KOBE WAS ON SESAME STREET?!
01.21.10Apparently, Kobe Bryant made what looks like his second appearance on Sesame Street in just under four months, and I think I would have been less surprised if he was swathed in a banner that read WE HAVE TOTALLY FORGOTTEN ABOUT EAGLE COLORADO JUST DO IT NIKE and then had a little swoosh at the end. I don’t mean to beat a dead whore here; it has been almost seven years now, and his accuser wouldn’t even take the stand against him, but I feel like there’s a lesson here about how the media creates and destroys people at its own volition. What if Kobe was on the tail end of his career when Eagle had happened? Would he have been able to resurrect his image without the benefits of playing in the NBA? I doubt it. But look at the way he’s checking out Abby here. You can tell that he’s just dying to ram it into that little purple bitch. –Page 2/ESPN


Now the word minature means very, very small and we’re going to show you some examples of minature things. Like these semen stains on my accuser’s panties….

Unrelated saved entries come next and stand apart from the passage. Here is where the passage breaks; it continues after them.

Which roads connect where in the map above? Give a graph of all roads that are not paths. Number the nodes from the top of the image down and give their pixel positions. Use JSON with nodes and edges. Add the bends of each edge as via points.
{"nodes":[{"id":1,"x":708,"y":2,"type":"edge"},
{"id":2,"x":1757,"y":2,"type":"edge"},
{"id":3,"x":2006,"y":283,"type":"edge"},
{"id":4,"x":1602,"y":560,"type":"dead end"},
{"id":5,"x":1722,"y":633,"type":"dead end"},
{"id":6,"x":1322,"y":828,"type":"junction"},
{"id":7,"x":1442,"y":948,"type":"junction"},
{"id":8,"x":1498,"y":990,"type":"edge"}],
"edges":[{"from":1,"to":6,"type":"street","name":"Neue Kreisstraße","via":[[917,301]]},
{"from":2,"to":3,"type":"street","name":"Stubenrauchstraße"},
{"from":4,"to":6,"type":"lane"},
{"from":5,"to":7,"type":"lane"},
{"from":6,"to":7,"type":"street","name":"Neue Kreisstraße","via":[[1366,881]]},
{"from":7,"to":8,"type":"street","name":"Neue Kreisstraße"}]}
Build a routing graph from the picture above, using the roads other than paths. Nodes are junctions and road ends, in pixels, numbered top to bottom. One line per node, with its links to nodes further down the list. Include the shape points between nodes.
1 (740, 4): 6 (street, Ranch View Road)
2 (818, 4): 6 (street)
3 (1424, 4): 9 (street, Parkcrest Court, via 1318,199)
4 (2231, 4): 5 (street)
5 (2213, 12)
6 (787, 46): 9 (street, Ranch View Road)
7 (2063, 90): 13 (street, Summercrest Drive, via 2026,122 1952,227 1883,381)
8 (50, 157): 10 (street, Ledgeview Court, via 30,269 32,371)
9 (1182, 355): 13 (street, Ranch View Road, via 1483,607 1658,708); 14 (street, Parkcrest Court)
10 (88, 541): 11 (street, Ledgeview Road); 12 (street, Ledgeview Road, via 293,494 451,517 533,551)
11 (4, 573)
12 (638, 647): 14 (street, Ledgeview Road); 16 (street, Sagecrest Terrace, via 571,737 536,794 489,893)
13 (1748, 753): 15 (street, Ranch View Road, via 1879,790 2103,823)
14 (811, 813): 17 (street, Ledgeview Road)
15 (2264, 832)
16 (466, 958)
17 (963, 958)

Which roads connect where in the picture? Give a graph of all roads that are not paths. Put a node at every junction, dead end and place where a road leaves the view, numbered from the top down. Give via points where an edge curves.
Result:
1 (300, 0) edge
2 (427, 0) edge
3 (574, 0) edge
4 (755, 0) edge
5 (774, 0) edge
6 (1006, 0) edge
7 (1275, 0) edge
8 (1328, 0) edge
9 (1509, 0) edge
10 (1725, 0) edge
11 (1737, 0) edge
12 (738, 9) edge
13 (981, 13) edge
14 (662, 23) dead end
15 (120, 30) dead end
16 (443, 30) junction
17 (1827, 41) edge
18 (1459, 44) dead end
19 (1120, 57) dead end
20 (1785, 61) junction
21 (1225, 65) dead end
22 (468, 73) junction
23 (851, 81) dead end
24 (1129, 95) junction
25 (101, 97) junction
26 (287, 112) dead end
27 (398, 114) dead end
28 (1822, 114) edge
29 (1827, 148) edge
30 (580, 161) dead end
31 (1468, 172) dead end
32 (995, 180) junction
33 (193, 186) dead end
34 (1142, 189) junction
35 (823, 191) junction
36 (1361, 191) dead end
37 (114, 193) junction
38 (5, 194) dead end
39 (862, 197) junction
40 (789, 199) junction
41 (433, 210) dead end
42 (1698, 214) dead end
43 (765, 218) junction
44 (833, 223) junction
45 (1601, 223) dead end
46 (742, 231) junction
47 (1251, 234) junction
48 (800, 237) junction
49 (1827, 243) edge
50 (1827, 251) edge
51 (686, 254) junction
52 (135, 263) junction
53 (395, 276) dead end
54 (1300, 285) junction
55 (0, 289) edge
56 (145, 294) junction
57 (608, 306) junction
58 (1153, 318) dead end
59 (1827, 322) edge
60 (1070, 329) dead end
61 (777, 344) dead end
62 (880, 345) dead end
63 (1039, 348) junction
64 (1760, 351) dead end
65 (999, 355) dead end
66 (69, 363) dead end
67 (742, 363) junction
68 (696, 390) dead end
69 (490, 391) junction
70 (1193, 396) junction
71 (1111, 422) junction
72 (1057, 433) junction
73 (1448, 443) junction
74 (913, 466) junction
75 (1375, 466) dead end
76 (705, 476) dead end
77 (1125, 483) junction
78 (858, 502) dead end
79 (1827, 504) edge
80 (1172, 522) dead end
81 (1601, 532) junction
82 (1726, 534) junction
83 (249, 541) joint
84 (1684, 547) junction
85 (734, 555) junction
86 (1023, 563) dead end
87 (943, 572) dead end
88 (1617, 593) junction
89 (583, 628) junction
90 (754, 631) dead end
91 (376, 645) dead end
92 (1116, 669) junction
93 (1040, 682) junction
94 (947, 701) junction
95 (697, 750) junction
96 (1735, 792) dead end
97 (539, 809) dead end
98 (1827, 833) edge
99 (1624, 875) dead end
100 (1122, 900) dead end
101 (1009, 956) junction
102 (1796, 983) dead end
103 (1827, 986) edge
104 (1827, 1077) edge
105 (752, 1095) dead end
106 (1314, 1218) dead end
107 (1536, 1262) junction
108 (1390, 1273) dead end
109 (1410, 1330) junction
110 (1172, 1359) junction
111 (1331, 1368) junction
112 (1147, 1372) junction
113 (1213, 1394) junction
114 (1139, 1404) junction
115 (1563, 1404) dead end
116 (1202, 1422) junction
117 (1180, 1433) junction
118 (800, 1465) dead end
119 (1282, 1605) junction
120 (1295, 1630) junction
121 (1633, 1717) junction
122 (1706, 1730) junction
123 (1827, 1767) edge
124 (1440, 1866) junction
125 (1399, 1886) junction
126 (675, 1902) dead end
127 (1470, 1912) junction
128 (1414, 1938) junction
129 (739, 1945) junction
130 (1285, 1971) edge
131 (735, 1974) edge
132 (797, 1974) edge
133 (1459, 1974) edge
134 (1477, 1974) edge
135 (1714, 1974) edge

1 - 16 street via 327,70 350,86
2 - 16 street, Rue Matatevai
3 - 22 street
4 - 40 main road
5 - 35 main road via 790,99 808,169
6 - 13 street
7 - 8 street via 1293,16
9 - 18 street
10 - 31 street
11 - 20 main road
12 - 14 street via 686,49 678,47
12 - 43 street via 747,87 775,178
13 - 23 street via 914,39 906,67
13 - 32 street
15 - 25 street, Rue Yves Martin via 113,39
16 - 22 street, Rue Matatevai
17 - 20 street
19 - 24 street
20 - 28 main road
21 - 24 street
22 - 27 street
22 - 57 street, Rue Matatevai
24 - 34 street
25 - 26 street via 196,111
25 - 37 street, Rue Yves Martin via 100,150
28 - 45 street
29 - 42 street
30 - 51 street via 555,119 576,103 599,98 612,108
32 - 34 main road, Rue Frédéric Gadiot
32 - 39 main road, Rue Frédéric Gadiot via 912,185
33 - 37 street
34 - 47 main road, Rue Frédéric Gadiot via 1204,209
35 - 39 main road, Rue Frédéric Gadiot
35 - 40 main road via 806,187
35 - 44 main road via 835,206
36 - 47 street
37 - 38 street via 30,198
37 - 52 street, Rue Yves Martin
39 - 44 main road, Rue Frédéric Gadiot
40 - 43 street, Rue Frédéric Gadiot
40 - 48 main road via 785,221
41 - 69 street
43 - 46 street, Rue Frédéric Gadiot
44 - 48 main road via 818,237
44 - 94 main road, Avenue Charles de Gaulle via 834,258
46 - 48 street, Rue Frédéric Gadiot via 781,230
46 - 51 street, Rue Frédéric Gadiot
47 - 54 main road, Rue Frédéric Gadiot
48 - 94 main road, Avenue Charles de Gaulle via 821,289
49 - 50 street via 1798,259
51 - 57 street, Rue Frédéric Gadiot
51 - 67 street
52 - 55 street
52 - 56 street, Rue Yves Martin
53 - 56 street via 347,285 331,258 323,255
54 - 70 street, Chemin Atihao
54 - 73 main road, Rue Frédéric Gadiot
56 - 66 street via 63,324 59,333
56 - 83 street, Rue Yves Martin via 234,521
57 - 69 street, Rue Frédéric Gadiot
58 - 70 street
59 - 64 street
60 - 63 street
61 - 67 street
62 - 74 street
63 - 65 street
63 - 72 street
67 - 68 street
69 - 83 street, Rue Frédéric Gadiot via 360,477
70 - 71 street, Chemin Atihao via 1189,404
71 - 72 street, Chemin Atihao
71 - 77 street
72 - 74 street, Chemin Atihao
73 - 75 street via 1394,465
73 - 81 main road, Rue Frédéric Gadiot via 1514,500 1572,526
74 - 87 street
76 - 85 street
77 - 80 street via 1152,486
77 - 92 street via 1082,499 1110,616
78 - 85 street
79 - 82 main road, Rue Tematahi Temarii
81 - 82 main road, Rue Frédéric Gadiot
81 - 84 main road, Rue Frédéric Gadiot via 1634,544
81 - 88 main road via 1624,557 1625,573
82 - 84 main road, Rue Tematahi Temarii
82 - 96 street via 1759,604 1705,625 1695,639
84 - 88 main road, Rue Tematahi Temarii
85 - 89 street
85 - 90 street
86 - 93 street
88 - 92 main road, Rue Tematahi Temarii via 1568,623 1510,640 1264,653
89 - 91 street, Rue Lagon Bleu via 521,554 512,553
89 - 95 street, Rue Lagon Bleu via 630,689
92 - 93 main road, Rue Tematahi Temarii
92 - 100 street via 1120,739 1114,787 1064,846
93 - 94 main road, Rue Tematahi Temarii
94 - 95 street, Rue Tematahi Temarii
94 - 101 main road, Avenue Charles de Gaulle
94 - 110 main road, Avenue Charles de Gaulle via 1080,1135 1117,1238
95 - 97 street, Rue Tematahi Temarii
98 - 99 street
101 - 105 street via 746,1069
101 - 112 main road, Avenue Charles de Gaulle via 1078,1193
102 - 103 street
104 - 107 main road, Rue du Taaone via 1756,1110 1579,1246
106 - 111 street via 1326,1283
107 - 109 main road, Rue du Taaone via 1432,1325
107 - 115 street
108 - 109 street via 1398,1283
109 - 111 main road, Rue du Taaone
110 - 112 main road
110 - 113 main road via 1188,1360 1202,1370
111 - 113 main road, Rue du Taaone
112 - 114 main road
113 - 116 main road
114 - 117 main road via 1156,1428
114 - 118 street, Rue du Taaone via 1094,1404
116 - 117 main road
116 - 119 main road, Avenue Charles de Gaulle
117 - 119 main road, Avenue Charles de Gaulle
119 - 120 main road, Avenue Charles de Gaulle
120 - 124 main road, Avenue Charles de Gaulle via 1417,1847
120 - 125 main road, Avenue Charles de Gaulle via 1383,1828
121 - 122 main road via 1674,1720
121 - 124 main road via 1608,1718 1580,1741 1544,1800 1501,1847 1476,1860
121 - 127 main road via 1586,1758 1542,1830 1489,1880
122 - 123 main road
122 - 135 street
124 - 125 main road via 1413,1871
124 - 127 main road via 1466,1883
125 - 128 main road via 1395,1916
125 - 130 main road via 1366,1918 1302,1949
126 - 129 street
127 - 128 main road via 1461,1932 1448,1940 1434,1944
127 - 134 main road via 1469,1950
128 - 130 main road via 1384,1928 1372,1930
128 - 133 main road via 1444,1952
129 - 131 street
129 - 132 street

I certainly hope that he didn’t give Abby Cadabby the Eagle, Colorado treatment. The look she’s giving in that screencap seems concerned.
Due to his fur, you can’t see the blood trickling from Elmo’s anus.
This should be Exhibit A as to why Tiger is going to be OK after the whole infidelity scandal. If The Rapist can come back, be on Sesame Street, and appear every ten minutes in those damn puppet commercials with Lebron, I think Tiger will return to normal after sleeping with women he’s not married to.
when she sed they need a minature hoop, i busted out laughing.
not only kobe bryant was on sesame street, he and le bron james are muppets in a new nike tv ad!
not only kobe bryant was on sesame street, he and le bron james are muppets in a new nike tv ad campaign!